Section: Incident Resilience Planning and Strategy > Planning 

Understanding the full scope of your organization's infrastructure is integral to developing robust continuity and recovery strategies, ensuring that essential assets are prioritized, protected, and efficiently restored in the event of a cybersecurity incident or disaster. With the Redjack platform, you have access to evidence-based information about how your environment truly functions. It empowers you to restore critical business functions and continue operations in the face of an incident.

In many disaster scenarios, significant time is spent just identifying the affected systems and determining what steps are required to bring them back online. For example, during a ransomware incident, a lack of clarity into which systems are vital for business functions and the sequence in which assets need to be brought online in order to restore those functions can lead to uncertainty and financial repercussions. Some organizations, lacking the necessary context for resilience, opt to pay ransom demands as a last resort. 

The Redjack platform allows you to look back in time and analyze your infrastructure's pre-disaster state, providing the insight needed for effective recovery. By offering comprehensive visibility into supporting business functions, dependencies, and third-party connections, Redjack equips organizations with the necessary knowledge to restore critical business functions efficiently. This level of insight enables successful live disaster recovery tests before incidents occur, making the seamless restoration of critical business functions involving thousands of IT assets not only possible but achievable.

These capabilities can help you meet the requirements in this section, depending on your level of organizational maturity.

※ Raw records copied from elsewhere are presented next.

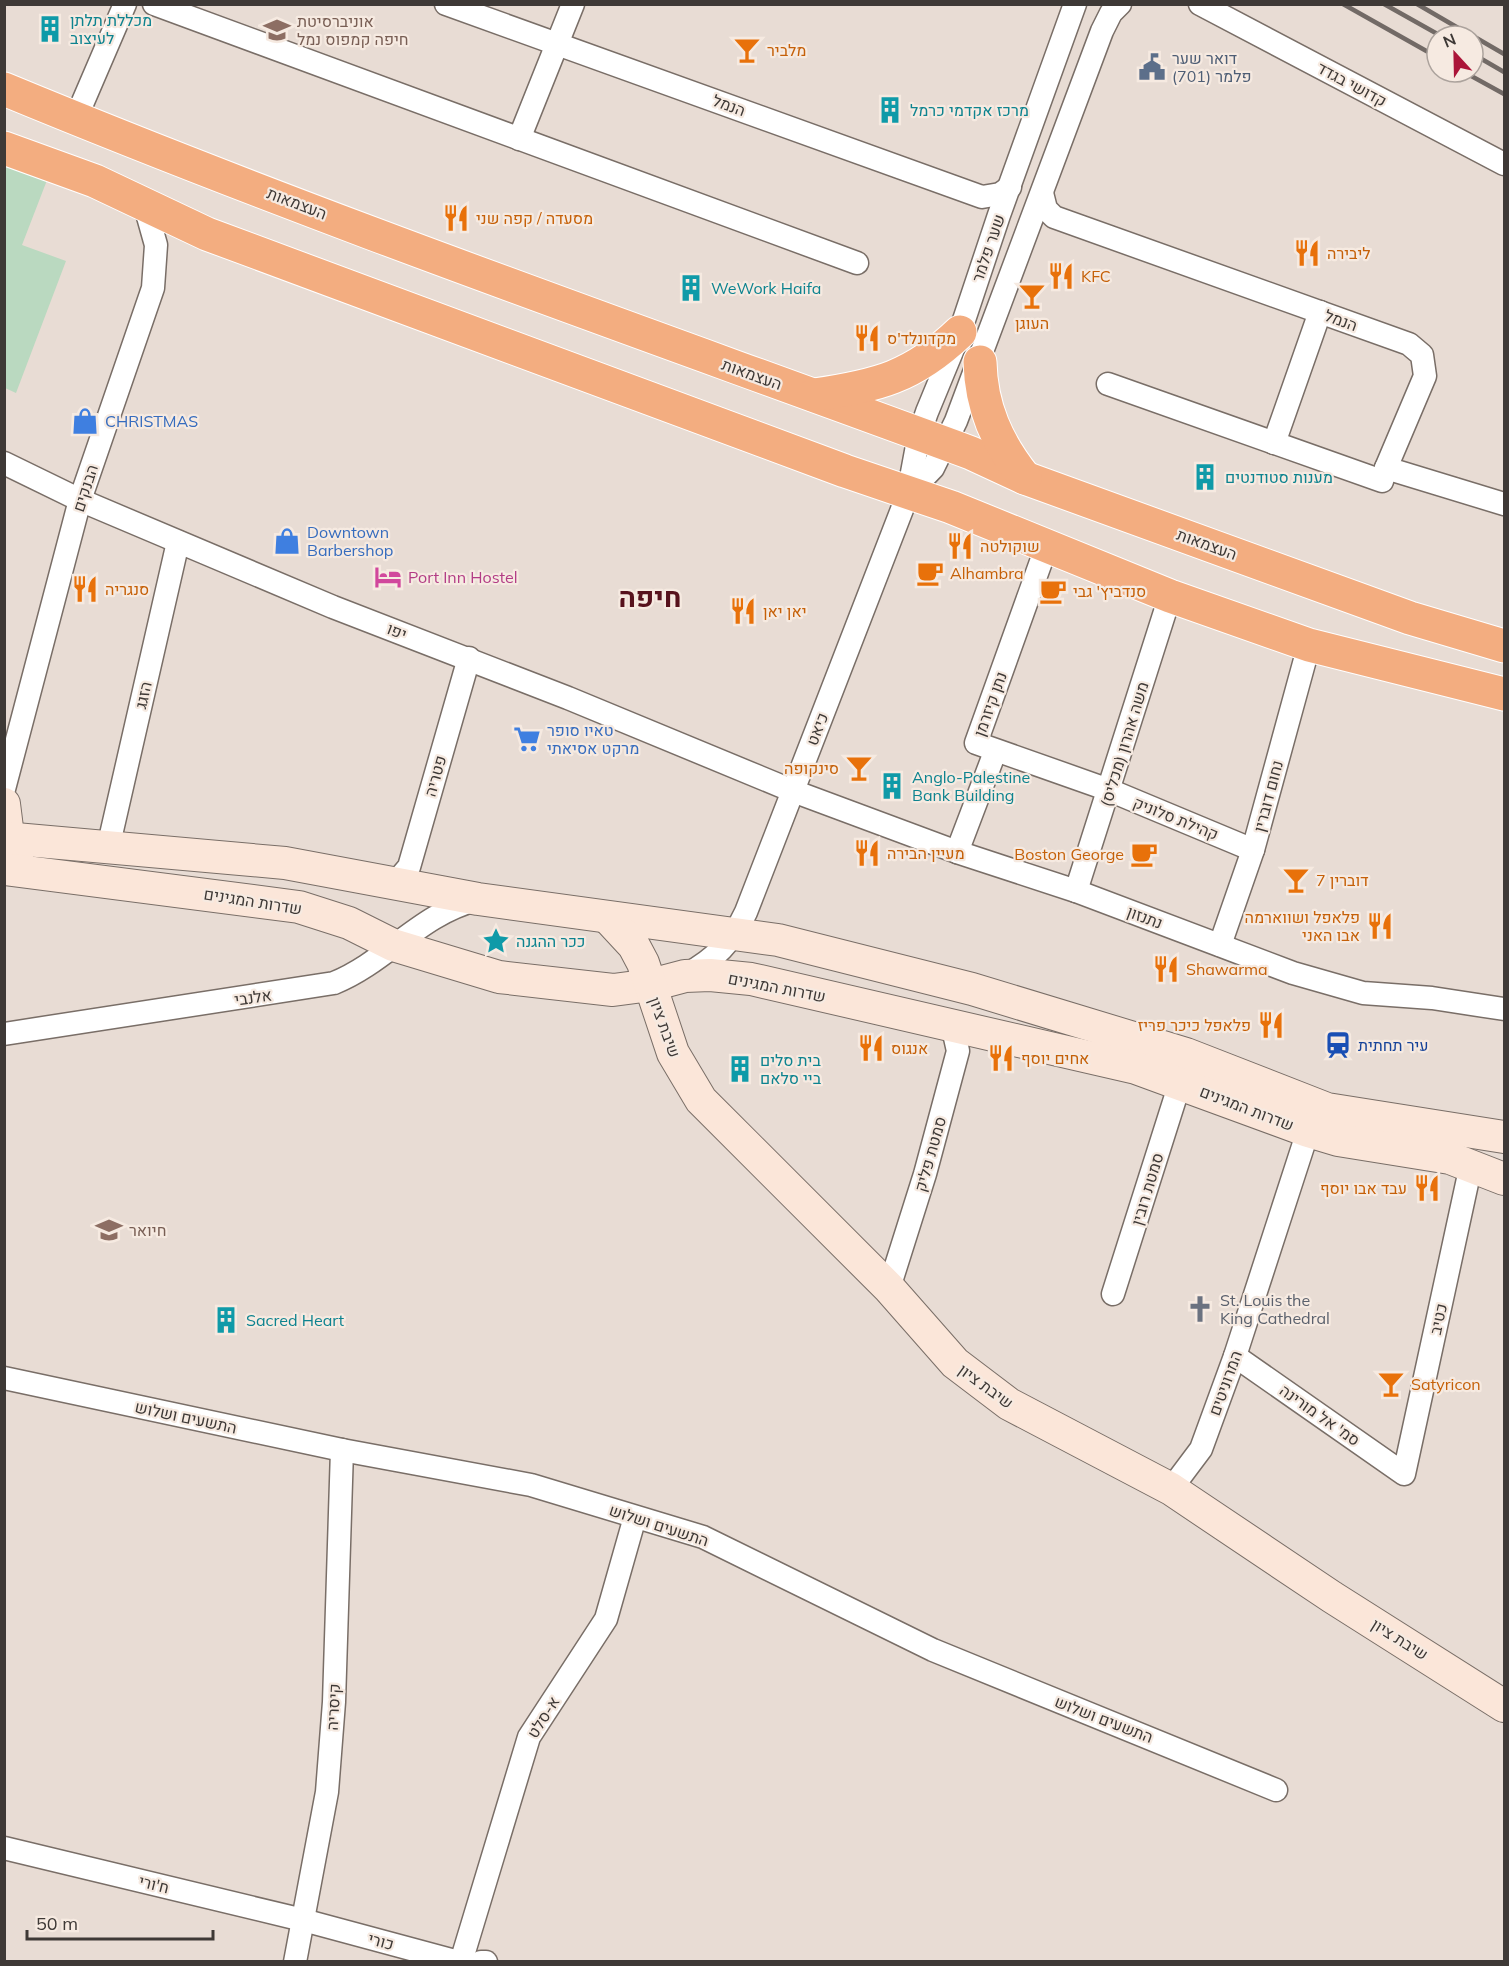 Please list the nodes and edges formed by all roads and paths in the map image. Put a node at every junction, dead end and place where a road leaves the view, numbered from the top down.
1 (124, 4) edge
2 (154, 4) edge
3 (446, 4) edge
4 (573, 4) edge
5 (1075, 4) edge
6 (1120, 4) edge
7 (1200, 4) edge
8 (558, 43) junction
9 (4, 89) edge
10 (76, 118) junction
11 (519, 139) junction
12 (4, 148) edge
13 (1504, 164) edge
14 (1010, 187) junction
15 (1042, 192) junction
16 (130, 196) junction
17 (857, 263) dead end
18 (1320, 312) junction
19 (960, 332) junction
20 (980, 362) junction
21 (1108, 384) dead end
22 (809, 395) junction
23 (1274, 443) junction
24 (933, 449) junction
25 (4, 463) edge
26 (1386, 468) junction
27 (1025, 478) junction
28 (908, 494) junction
29 (80, 500) junction
30 (1504, 504) edge
31 (178, 542) junction
32 (1047, 545) junction
33 (1170, 596) junction
34 (1309, 645) junction
35 (1504, 646) edge
36 (469, 658) junction
37 (1504, 694) edge
38 (995, 752) junction
39 (4, 789) edge
40 (1109, 790) junction
41 (794, 791) junction
42 (4, 804) edge
43 (108, 848) junction
44 (1253, 850) junction
45 (957, 852) junction
46 (11, 854) edge
47 (389, 884) junction
48 (1076, 891) junction
49 (478, 899) junction
50 (609, 919) junction
51 (736, 933) junction
52 (393, 945) junction
53 (1220, 945) junction
54 (685, 976) junction
55 (651, 985) junction
56 (1504, 1009) edge
57 (942, 1024) junction
58 (4, 1034) edge
59 (1180, 1083) junction
60 (1308, 1131) junction
61 (1504, 1137) edge
62 (1471, 1165) junction
63 (1504, 1179) edge
64 (889, 1288) junction
65 (1113, 1294) dead end
66 (1235, 1356) junction
67 (4, 1378) edge
68 (342, 1450) junction
69 (1404, 1474) joint
70 (1171, 1489) junction
71 (635, 1517) junction
72 (1504, 1706) edge
73 (1276, 1790) dead end
74 (4, 1848) edge
75 (303, 1920) junction
76 (296, 1962) edge
77 (460, 1962) edge
78 (481, 1962) edge
79 (486, 1962) edge

1 - 10 street
2 - 11 street
3 - 8 street, הנמל
4 - 8 street
5 - 14 street, שער פלמר
6 - 15 street, שער פלמר
7 - 13 street, קדושי בגדד
8 - 11 street
8 - 14 street, הנמל
9 - 10 highway, העצמאות
10 - 22 highway, העצמאות
11 - 17 street
12 - 16 highway
14 - 19 street, שער פלמר
15 - 18 street, הנמל
15 - 20 street, שער פלמר
16 - 28 highway
16 - 29 street, הבנקים
18 - 23 street
18 - 26 street, הנמל
19 - 22 highway
19 - 24 street, שער פלמר
20 - 24 street, שער פלמר
20 - 27 highway
21 - 23 street
22 - 24 highway, העצמאות
23 - 26 street
24 - 27 highway, העצמאות
24 - 28 street, שער פלמר
24 - 28 street, כיאט
25 - 29 street, יפו
26 - 30 street
27 - 35 highway, העצמאות
28 - 32 highway
28 - 41 street, כיאט
29 - 31 street, יפו
29 - 39 street, הבנקים
31 - 36 street, יפו
31 - 43 street, הזגג
32 - 33 highway
32 - 38 street, נתן קיזרמן
33 - 34 highway
33 - 40 street, משה אהרון (מכליס)
34 - 37 highway
34 - 44 street, נחום דוברין
36 - 41 street, יפו
36 - 47 street, פטריה
38 - 40 street, קהילת סלוניק
38 - 45 street, נתן קיזרמן
40 - 44 street, קהילת סלוניק
40 - 48 street, משה אהרון (מכליס)
41 - 45 street, נתנזון
41 - 51 street, כיאט
42 - 46 street
43 - 46 street, שדרות המגינים
43 - 47 street, שדרות המגינים
44 - 53 street, נחום דוברין
45 - 48 street, נתנזון
46 - 52 street, שדרות המגינים
47 - 49 street, שדרות המגינים
48 - 53 street, נתנזון
49 - 50 street, שדרות המגינים
49 - 52 street, אלנבי
50 - 51 street, שדרות המגינים
50 - 55 street, שיבת ציון
51 - 54 street, כיאט
51 - 61 street, שדרות המגינים
52 - 55 street, שדרות המגינים
52 - 58 street, אלנבי
53 - 56 street, נתנזון
54 - 55 street, שדרות המגינים
54 - 57 street, שדרות המגינים
55 - 64 street, שיבת ציון
57 - 59 street, שדרות המגינים
57 - 64 street, סמטת פליק
59 - 60 street, שדרות המגינים
59 - 65 street, סמטת רובין
60 - 62 street, שדרות המגינים
60 - 66 street, המרוניטים
62 - 63 street, שדרות המגינים
62 - 69 street, כטיב
64 - 70 street, שיבת ציון
66 - 69 street, סמ' אל מורינה
66 - 70 street, המרוניטים
67 - 68 street, התשעים ושלוש
68 - 71 street, התשעים ושלוש
68 - 75 street, קיסריה
70 - 72 street, שיבת ציון
71 - 73 street, התשעים ושלוש
71 - 77 street, א-סלט
74 - 75 street, ח'ורי
75 - 76 street, קיסריה
75 - 77 street, כורי
78 - 79 street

These capabilities include:

  • Baseline (level 1): A formal backup and recovery plan exists for all critical business lines

  • Baseline (level 1): The institution plans to use business continuity, disaster recovery, and data backup programs to recover operations following an incident

  • Evolving (level 2): The remediation plan and process outlines the mitigating actions, resources, and time parameters

  • Evolving (level 2): The corporate disaster recovery, business continuity, and crisis management plans have integrated consideration of cyber incidents

  • Evolving (level 2): Alternative processes have been established to continue critical activity within a reasonable time period

  • Evolving (level 2): Business impact analyses have been updated to include cybersecurity

  • Intermediate (level 3): Plans are in place to re-route or substitute critical functions and/or services that may be affected by a successful attack on Internet-facing systems

  • Advanced (level 4): Methods for responding to and recovering from cyber incidents are tightly woven throughout the business units’ disaster recovery, business continuity, and crisis management plans 

  • Advanced (level 4): Multiple systems, programs, or processes are implemented into a comprehensive cyber resilience program to sustain, minimize, and recover operations from an array of potentially disruptive and destructive cyber incidents 

  • Advanced (level 4): A process is in place to continuously improve the resilience plan

Section: Incident Resilience Planning and Strategy > Response and Mitigation

In the event of an incident, Redjack provides intelligence for incident response teams to quickly identify affected assets and take appropriate action to contain and mitigate the incident. Redjack revolutionizes asset inventory by adopting a business function perspective, excelling at analyzing communication patterns and profiling devices based on their behavior, which is ideal for reverse engineering an organization's operational processes and workflows. 

The platform compiles the list of assets identified by sensors and automatically assigns them to critical business functions, which are then validated by your team. It assesses the importance of assets and business functions to understand their potential business impact in case of downtime. By adopting an evidence-based approach, you can analyze risk more comprehensively, moving beyond manual analysis and subjective estimations.

After an incident, cybersecurity professionals conduct forensic analysis to understand how the incident occurred and what data or systems were compromised. The detailed information about assets, their interactions, dependencies, and connections to critical business functions provided by the Redjack platform is crucial for this forensic investigation. In the event of a security incident, this visibility and knowledge enable rapid identification of affected assets and a comprehensive understanding of the incident's scope. Understanding how assets are interconnected and dependent on each other helps identify potential attack paths. Additionally, knowing the criticality of each asset is vital for efficient incident response. The Redjack platform provides updated information on the criticality and resilience of affected assets, facilitating rapid decision-making and targeted response actions to contain and mitigate the incident.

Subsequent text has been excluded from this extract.